■ What you are asked to do ■
Your task is to filter the entries and copy every line containing the string "position".

——————————

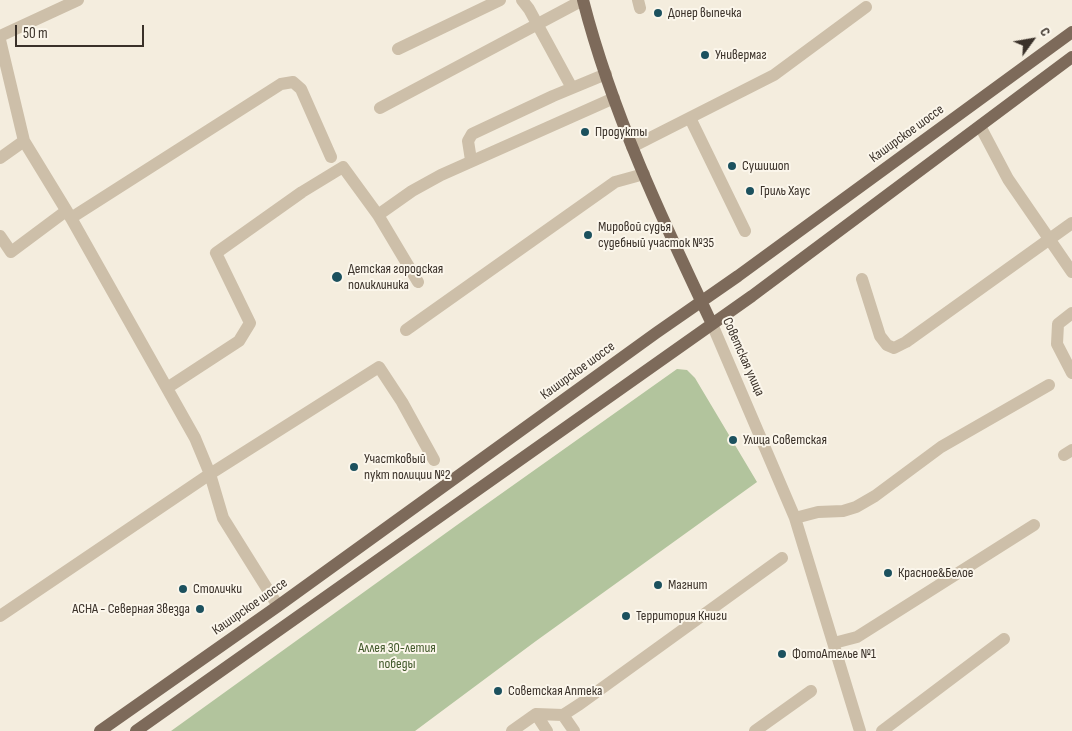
<!DOCTYPE html>
<meta charset="utf-8">
<style>
body{margin:0}
#map{position:relative;width:1072px;height:731px;overflow:hidden;background:#f4edde;font-family:"Sofia Sans Condensed",sans-serif}
canvas{display:block}
.north{position:absolute;left:1007px;top:15px;width:50px;height:50px;-webkit-text-stroke:4px #fbf6eb;paint-order:stroke;rotate:58deg;font-size:14px;font-weight:700;line-height:20px;text-align:center;color:#3a3129}
.north::after{content:'';display:block;margin:auto;width:18px;height:22px;background:#3a3129;clip-path:polygon(50% 0,100% 100%,50% 72%,0 100%)}
.scale{position:absolute;left:15px;top:25px;width:129px;height:22px;box-sizing:border-box;border:2px solid #3a3129;border-top:0;padding-left:6px;font-size:15px;line-height:18px;white-space:nowrap;color:#3a3129;-webkit-text-stroke:4px #fbf6eb;paint-order:stroke}
</style>
<div id="map">
<canvas width="1072" height="731"></canvas>
<div class="north">С</div>
<div class="scale">50 m</div>
</div>
<script>
const ctx = document.querySelector('canvas').getContext('2d');
ctx.lineJoin = 'round';
function paint(path, color) { ctx.fillStyle = color; ctx.fill(path, 'evenodd'); }
function stroke(path, color, width, dash) { ctx.strokeStyle = color; ctx.lineWidth = width; ctx.lineCap = dash ? 'butt' : 'round'; ctx.setLineDash(dash || []); ctx.stroke(path); }
function drawText(font, color, halo, rows, align = 'center') {
  ctx.font = font + ' "Sofia Sans Condensed",sans-serif'; ctx.lineWidth = 4; ctx.setLineDash([]); ctx.textBaseline = 'middle'; ctx.strokeStyle = halo; ctx.fillStyle = color; for (const [text, x, y, turn = 0] of rows) {
    ctx.save(); ctx.translate(x, y); ctx.rotate((+turn || 0) * Math.PI / 180); ctx.textAlign = isNaN(turn) ? turn : align; if (halo) ctx.strokeText(text, 0, 0); ctx.fillText(text, 0, 0); ctx.restore();
  }
}
paint(new Path2D(`
 M677 369 687 370 695 378 757 482 536 641 415 731H171L457 525Z`), '#b2c49d');
stroke(new Path2D(`
 M522 0 529 9 572 88
 M638 0 640 8
 M0 36 78 0
 M0 40 24 141 71 218 195 438 210 474 223 518 278 606
 M398 49 500 0
 M380 108 583 0
 M690 118 745 231
 M980 126 1008 179 1072 272
 M632 147 774 75 866 7
 M0 158 24 141
 M471 160 468 141 472 134 553 96 606 74
 M71 218 281 84 293 82 301 89 331 157
 M0 236 11 252 66 211
 M862 279 880 336 887 345 894 348 906 342 1072 223
 M418 282 378 215 412 191 441 175 614 98
 M1072 313 1058 324 1057 344 1072 373
 M712 324 795 518 860 731
 M406 330 615 182 644 174
 M167 388 239 341 250 323 216 253 302 192 343 167 378 215
 M1064 455 1072 450
 M795 518 818 512 843 511 856 507 875 496 941 447 1049 385
 M0 616 210 474 379 367 402 402 434 460
 M834 643 857 637 1034 525
 M536 714 547 731
 M563 715 574 731
 M512 731 536 714 563 715 580 704 782 558
 M755 731 811 691
 M882 731 1004 639`), '#cdbfa9', 12);
stroke(new Path2D(`
 M583 0C612 113 662 219 712 324
 M100 731 278 606 656 333 738 276 1072 32
 M136 731 752 296 1072 57`), '#7d6a5a', 12);
for (const [x, y, r, color] of [
 [658,13,5,"#1c515e"],
 [705,55,5,"#1c515e"],
 [585,132,5,"#1c515e"],
 [732,166,5,"#1c515e"],
 [750,191,5,"#1c515e"],
 [588,235,5,"#1c515e"],
 [337,277,6,"#1c515e"],
 [733,440,5,"#1c515e"],
 [354,467,5,"#1c515e"],
 [888,573,5,"#1c515e"],
 [658,585,5,"#1c515e"],
 [183,589,5,"#1c515e"],
 [200,609,5,"#1c515e"],
 [626,616,5,"#1c515e"],
 [782,654,5,"#1c515e"],
 [498,691,5,"#1c515e"]
]) { const dot = new Path2D(); dot.arc(x, y, r, 0, 2 * Math.PI); ctx.fillStyle = color; ctx.fill(dot); stroke(dot, '#fbf6eb', 2); }
drawText('14px', '#3a3129', '#fbf6eb', [
 ["Донер выпечка",668,13],
 ["Универмаг",715,55],
 ["Продукты",595,132],
 ["Сушишоп",742,166],
 ["Гриль Хаус",760,191],
 ["Мировой судья",598,227],
 ["судебный участок №35",598,243],
 ["Детская городская",348,269],
 ["поликлиника",348,285],
 ["Улица Советская",743,440],
 ["Участковый",364,459],
 ["пукт полиции №2",364,475],
 ["Красное&Белое",898,573],
 ["Магнит",668,585],
 ["Столички",193,589],
 ["АСНА - Северная Звезда",190,609,"right"],
 ["Территория Книги",636,616],
 ["ФотоАтелье №1",792,654],
 ["Советская Аптека",508,691]
], 'left');
drawText('14px', '#3a3129', '#fbf6eb', [
 ["Каширское шоссе",907,134,-36],
 ["Советская улица",743,357,66],
 ["Каширское шоссе",578,371,-36],
 ["Каширское шоссе",250,607,-35]
]);
drawText('14px', '#435a2c', '#fbf6eb', [
 ["Аллея 30-летия",397,648],
 ["победы",397,664]
]);
</script>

——————————

■ Solved problem ■
#map{position:relative;width:1072px;height:731px;overflow:hidden;background:#f4edde;font-family:"Sofia Sans Condensed",sans-serif}
.north{position:absolute;left:1007px;top:15px;width:50px;height:50px;-webkit-text-stroke:4px #fbf6eb;paint-order:stroke;rotate:58deg;font-size:14px;font-weight:700;line-height:20px;text-align:center;color:#3a3129}
.scale{position:absolute;left:15px;top:25px;width:129px;height:22px;box-sizing:border-box;border:2px solid #3a3129;border-top:0;padding-left:6px;font-size:15px;line-height:18px;white-space:nowrap;color:#3a3129;-webkit-text-stroke:4px #fbf6eb;paint-order:stroke}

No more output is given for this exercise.